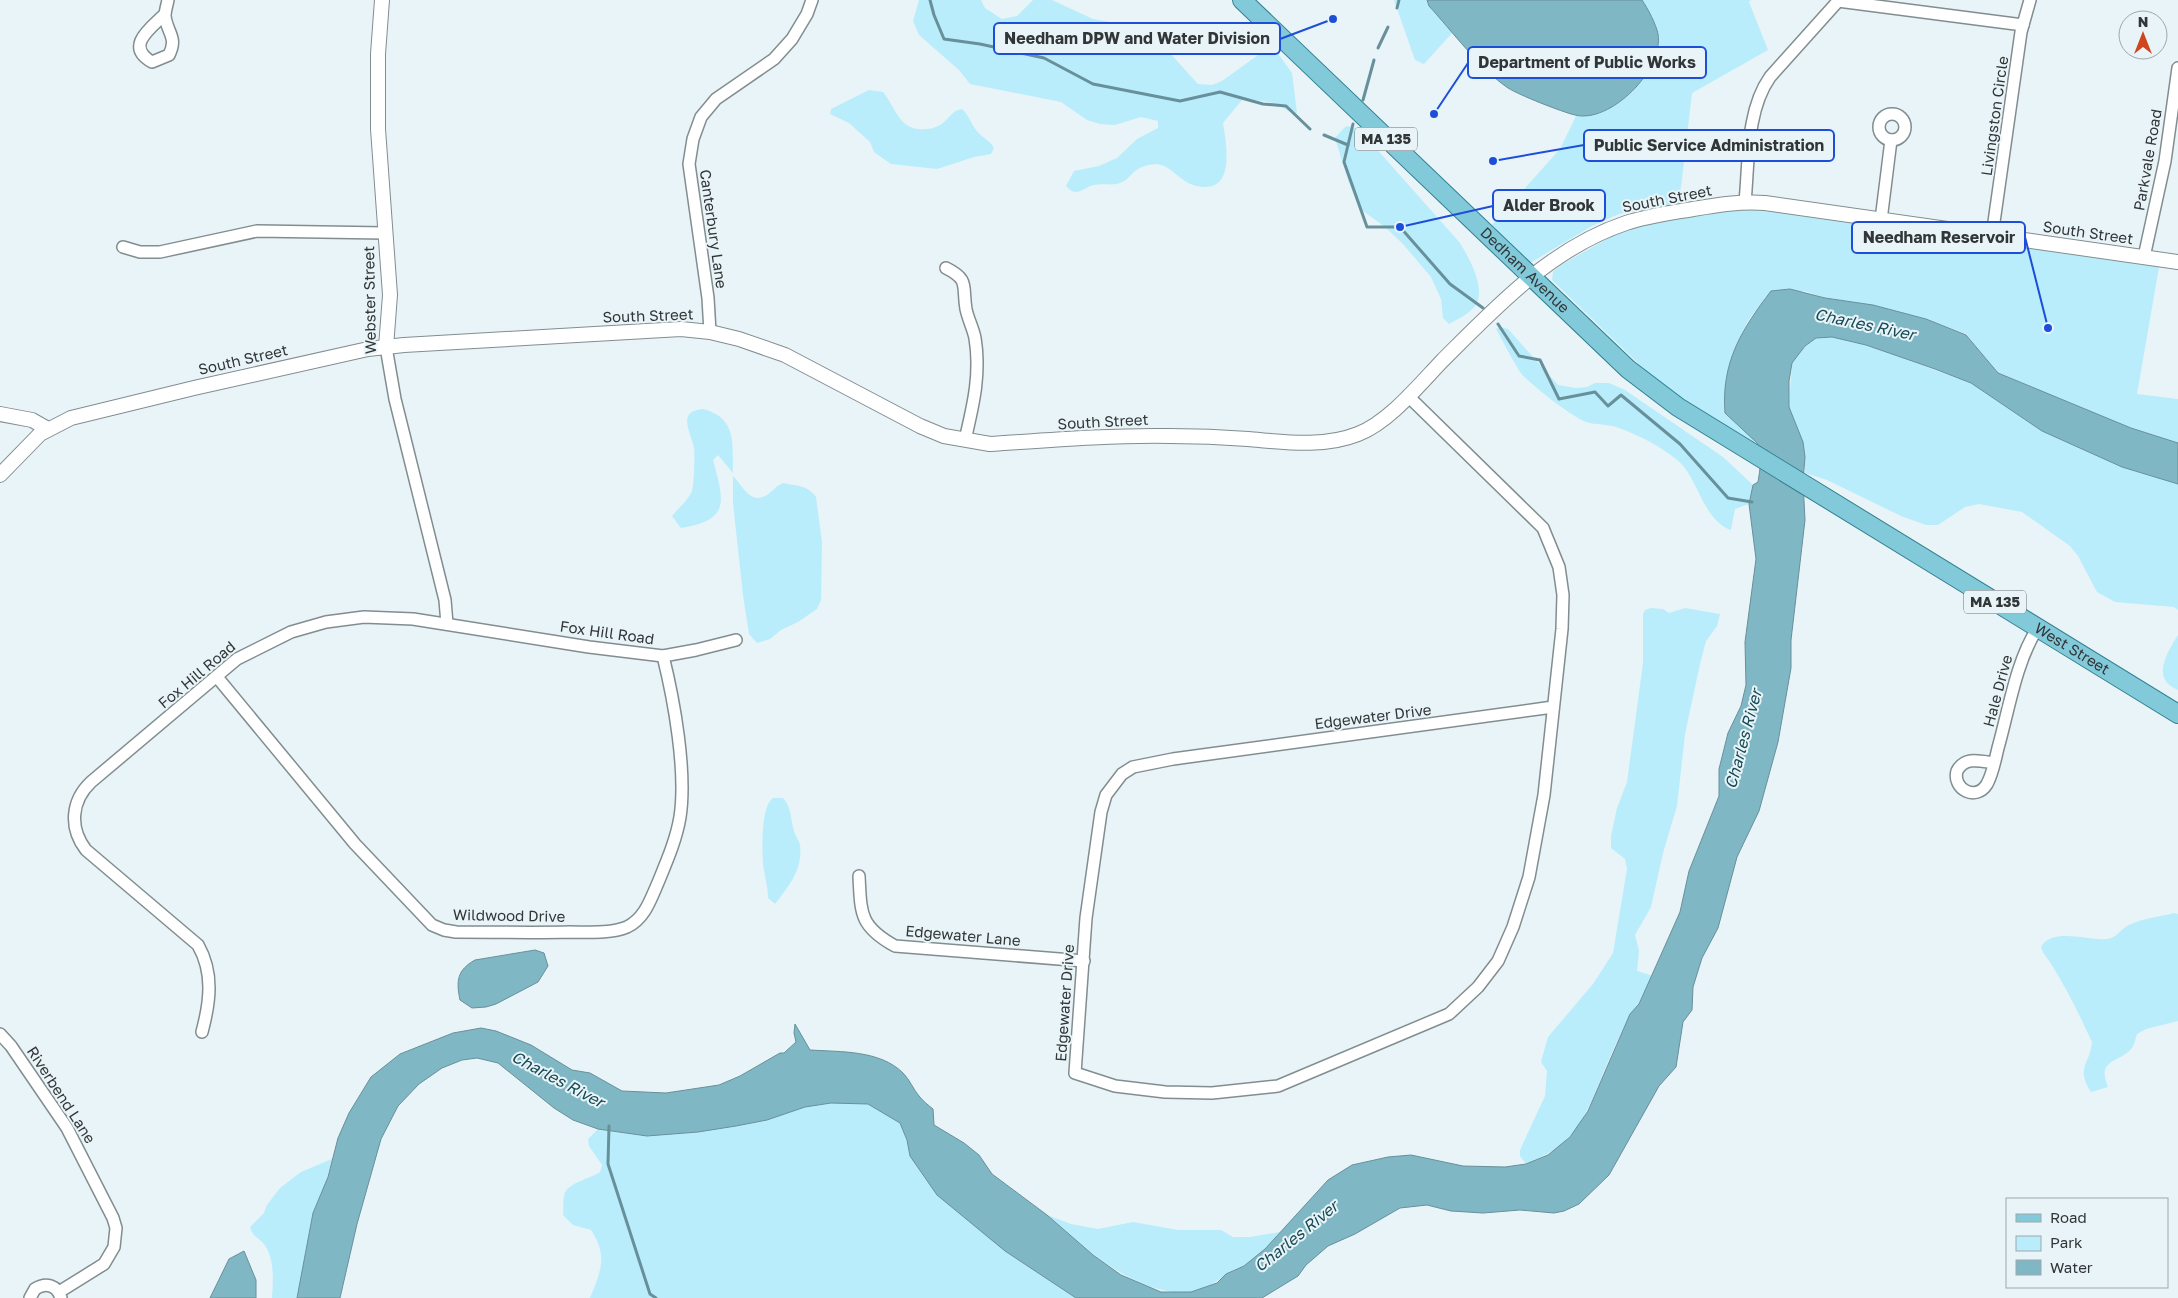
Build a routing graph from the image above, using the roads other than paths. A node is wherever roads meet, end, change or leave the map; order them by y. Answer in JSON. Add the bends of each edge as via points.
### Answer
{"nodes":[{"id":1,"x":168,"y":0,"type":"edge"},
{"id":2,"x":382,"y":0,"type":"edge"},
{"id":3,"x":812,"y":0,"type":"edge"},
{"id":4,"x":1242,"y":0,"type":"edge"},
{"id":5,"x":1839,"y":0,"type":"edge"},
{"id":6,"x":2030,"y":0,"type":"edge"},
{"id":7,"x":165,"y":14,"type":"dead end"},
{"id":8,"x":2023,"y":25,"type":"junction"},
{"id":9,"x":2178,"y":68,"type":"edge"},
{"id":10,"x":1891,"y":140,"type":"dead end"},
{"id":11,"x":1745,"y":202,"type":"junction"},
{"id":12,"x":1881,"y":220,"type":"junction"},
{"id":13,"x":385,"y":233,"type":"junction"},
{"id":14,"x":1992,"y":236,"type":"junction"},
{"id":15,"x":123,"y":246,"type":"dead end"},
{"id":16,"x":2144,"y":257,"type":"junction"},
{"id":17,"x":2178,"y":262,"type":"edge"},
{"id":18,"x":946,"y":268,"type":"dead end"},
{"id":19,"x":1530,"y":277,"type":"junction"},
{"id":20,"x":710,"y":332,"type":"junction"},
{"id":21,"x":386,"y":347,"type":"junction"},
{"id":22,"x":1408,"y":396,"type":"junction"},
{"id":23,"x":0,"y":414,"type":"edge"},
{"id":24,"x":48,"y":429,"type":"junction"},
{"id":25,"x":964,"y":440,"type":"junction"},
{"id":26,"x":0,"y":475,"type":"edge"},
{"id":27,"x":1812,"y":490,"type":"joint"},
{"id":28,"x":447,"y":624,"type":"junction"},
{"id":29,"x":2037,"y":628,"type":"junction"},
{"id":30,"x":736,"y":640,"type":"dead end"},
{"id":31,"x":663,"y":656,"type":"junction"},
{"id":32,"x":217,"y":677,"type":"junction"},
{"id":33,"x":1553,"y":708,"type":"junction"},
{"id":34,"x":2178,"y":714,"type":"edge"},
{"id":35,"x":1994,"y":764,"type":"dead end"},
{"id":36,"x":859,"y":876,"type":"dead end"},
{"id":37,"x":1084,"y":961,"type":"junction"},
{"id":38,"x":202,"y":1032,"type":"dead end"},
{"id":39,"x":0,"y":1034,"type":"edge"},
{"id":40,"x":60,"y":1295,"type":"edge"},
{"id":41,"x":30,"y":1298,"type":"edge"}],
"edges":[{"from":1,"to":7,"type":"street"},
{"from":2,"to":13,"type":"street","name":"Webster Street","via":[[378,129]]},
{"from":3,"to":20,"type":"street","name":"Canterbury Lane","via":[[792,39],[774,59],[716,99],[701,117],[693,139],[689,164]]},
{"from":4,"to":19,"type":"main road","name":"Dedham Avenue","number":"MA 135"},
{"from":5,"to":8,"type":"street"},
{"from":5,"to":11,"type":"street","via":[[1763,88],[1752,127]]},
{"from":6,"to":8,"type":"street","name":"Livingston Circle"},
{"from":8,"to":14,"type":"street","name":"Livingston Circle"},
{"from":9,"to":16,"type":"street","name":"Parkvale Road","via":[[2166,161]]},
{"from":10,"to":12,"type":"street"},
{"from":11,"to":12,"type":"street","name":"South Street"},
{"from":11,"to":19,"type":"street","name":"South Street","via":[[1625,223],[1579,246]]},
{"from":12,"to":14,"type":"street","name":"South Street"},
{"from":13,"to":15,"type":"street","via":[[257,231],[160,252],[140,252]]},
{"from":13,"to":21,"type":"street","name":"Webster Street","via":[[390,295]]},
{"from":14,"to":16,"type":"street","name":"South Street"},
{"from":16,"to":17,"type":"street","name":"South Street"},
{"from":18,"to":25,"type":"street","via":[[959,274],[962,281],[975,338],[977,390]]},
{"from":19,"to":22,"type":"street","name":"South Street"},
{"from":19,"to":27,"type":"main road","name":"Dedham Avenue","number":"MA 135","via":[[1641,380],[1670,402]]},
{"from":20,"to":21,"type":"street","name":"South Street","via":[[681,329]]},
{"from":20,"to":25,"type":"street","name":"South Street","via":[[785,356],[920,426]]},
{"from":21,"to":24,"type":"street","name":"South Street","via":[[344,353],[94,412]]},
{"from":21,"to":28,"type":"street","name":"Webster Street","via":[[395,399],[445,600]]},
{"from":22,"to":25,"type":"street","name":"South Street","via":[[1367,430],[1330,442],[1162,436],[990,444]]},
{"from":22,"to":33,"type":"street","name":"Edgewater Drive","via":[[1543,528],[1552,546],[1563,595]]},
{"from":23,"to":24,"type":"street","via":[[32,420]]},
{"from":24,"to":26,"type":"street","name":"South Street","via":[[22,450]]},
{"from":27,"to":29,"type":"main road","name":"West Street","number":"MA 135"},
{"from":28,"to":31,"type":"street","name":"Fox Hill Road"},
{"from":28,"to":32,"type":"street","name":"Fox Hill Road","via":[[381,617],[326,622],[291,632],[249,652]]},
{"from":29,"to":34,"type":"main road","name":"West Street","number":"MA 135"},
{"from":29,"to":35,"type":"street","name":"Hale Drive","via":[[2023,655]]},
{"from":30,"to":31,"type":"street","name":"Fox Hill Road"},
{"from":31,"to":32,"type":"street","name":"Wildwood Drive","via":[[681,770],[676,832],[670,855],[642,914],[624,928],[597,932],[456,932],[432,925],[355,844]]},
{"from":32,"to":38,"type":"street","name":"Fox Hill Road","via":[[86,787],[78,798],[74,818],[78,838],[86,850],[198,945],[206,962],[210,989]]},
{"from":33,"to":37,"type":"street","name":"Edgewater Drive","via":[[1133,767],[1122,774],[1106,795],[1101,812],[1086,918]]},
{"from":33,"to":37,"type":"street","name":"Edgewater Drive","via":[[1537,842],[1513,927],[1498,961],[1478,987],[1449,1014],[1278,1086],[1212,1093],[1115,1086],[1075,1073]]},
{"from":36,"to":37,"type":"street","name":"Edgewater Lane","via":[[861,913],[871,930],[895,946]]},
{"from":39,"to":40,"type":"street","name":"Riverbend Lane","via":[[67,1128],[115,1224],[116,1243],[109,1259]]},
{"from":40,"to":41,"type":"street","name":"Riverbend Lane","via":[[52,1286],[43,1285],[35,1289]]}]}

*Instructions to follow:*
For the word "number", count the lines of the data that contain it and report only the total.

*Answer area:*
4